Bir diğer önemli mesele bugüne kadar paranoyakça ve İslamofobik bir laiklik anlayışıyla siyaset yürüten CHP ve kök saldığı kıyı şeridi sakinlerinin İslami bir kimlik taşıyan İhsanoğlu’na yönelmeleri son yıllarda yaşanan kırılmanın bir diğer göstergesidir. Şuan ki motivasyonun samimiyeti tartışılsa da post-Erdoğan dönemde elimizde İslami değerlerle temasta olmuş, diyaloga geçmiş bir “laikçi” kitle olacak ki bu hiç de azımsanacak bir olay değildir. Kısaca CHP, MHP ve Cemaat tabanları gerek birbirleriyle gerekse de İslam (her iki mezhebiyle de) ile en azından stratejik olarak barışarak Türkiyelileşme serüvenlerine müthiş bir hız kazandırdılar. 
 
Lider siyaseti dönemi
 
Bu süreçte Türkiyelileşmesi en çok gündemde olan Kürt Hareketine gelecek olursak şunu görüyoruz: Demirtaş bütün çabalarına rağmen Alevilerin ve sekülerlerin oylarını değil daha önce AK Parti’ye oy vermiş (ve hatta Gülen Cemaati dahil çeşitli İslami Cemaatlere ve tarikatlara mensup olan) muhafazakar ve dindar Kürtlerden destek almıştır.
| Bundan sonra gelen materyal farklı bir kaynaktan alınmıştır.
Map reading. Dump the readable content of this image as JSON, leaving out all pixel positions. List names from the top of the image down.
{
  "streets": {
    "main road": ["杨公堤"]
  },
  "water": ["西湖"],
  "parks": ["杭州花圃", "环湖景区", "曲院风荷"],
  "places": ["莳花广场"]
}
Bunun da sebebi Demirtaş’ın şahsında şekillenen “Kürt kimliğinden feragat etmeden Türkiyelileşme” projesidir. Yani bu seçim tasdik etmiştir ki Kürtler özgür oldukları takdirde ne Türkiye’den neden Kürtlüklerinden vazgeçiyorlar. Bu kimlikler özgür bir ortamda birbirleriyle çelişen değil birbirini tamamlayan olgulardır. Bu aynı zamanda Kürtleri zorla, şiddetle, göçle, iskanla veya asimile ederek yok etmek isteyen Kemalizm ile Kürtleri kriminalize ederek, paranoyaya dönüşmüş bölücülük söylemleriyle terörize eden milliyetçilerin de tarihi yanılgısının, yenilgisinin tasdikidir. Yani bu cephede de Türkiyelileşme önemli bir yol almıştır ve Barış Süreci olumlu sonuçlandığı takdirde Türkiyelileşme tamamına erecektir. 
 
Şüphesiz Erdoğan sayesinde veya Erdoğan’a rağmen gelişen farklı kesimlerin Türkiyelileşme süreçlerinin istikameti Erdoğan’ın Çankaya’daki performansına bağlı olarak ilerleme veya gerileme gösterecektir. Erdoğan’ın balkon konuşmasında sıklıkla değindiği gibi Türkiye’de kendisini sevmeyen çok ciddi bir kitle mevcut. Cumhurbaşkanı Erdoğan bu kitleyi de kucaklayacağını söyledi fakat bu 2007’deki kadar ses getirmedi. Kısa vadede kapanmayacak olan bu mesafe eğer sığ bir siyasetle daha da derinleşmezse uzun vadede mutlaka kapanacak ya da uygun bir seviyeye çekilebilecektir. Bugün Erdoğan’ın karşısında onun değerleriyle barışmış, temasta bulunmuş laik bir cephe, Kürt Hareketi ile yürüttüğü barış görüşmelerine rağmen ona yönelebilen ciddi bir milliyetçi taban ve bulduğu özgürlük ortamında devleti yönetmeye talip olacak kadar sisteme hevesle entegre olmaya çalışan Kürtler var. Bardağın dolu tarafına odaklanıp bunu 100. yılda kurumsallaştırmak Cumhurbaşkanı Erdoğan’a düşüyor. 
 
Bu yazının ana mevzusu olmamakla birlikte değinmek istediğim bir diğer konu Türkiye siyasetinde liderin önemidir. Bu seçim bize açıkça gösterdi ki halkın onlara baktığında kendilerini buldukları karizmatik liderler partilerinin önüne çok rahat geçebiliyorlar. Bu noktada muhalefetin yaşadığı başarısızlık eleştirilerin aksine stratejik bir sebepten kaynaklanmadı. Tam tersine muhalefet seçimi kazanabileceği en iyi projeyle çıktı meydana. Fakat hedef kitlesini heyecanlandıramayan, peşinden sürükleyemeyen Ekmel Bey seçimin kaybedilmesinin veya ikinci tura taşınamamasının en büyük müsebbibidir. Sönük geçen kampanyası kitlesine umut değil yenilmişlik aşılamıştır. Buna rağmen %40’lara ulaşan oy oranı muhalefetin stratejisinin aslında ne kadar başarılı olduğunu gösteriyor.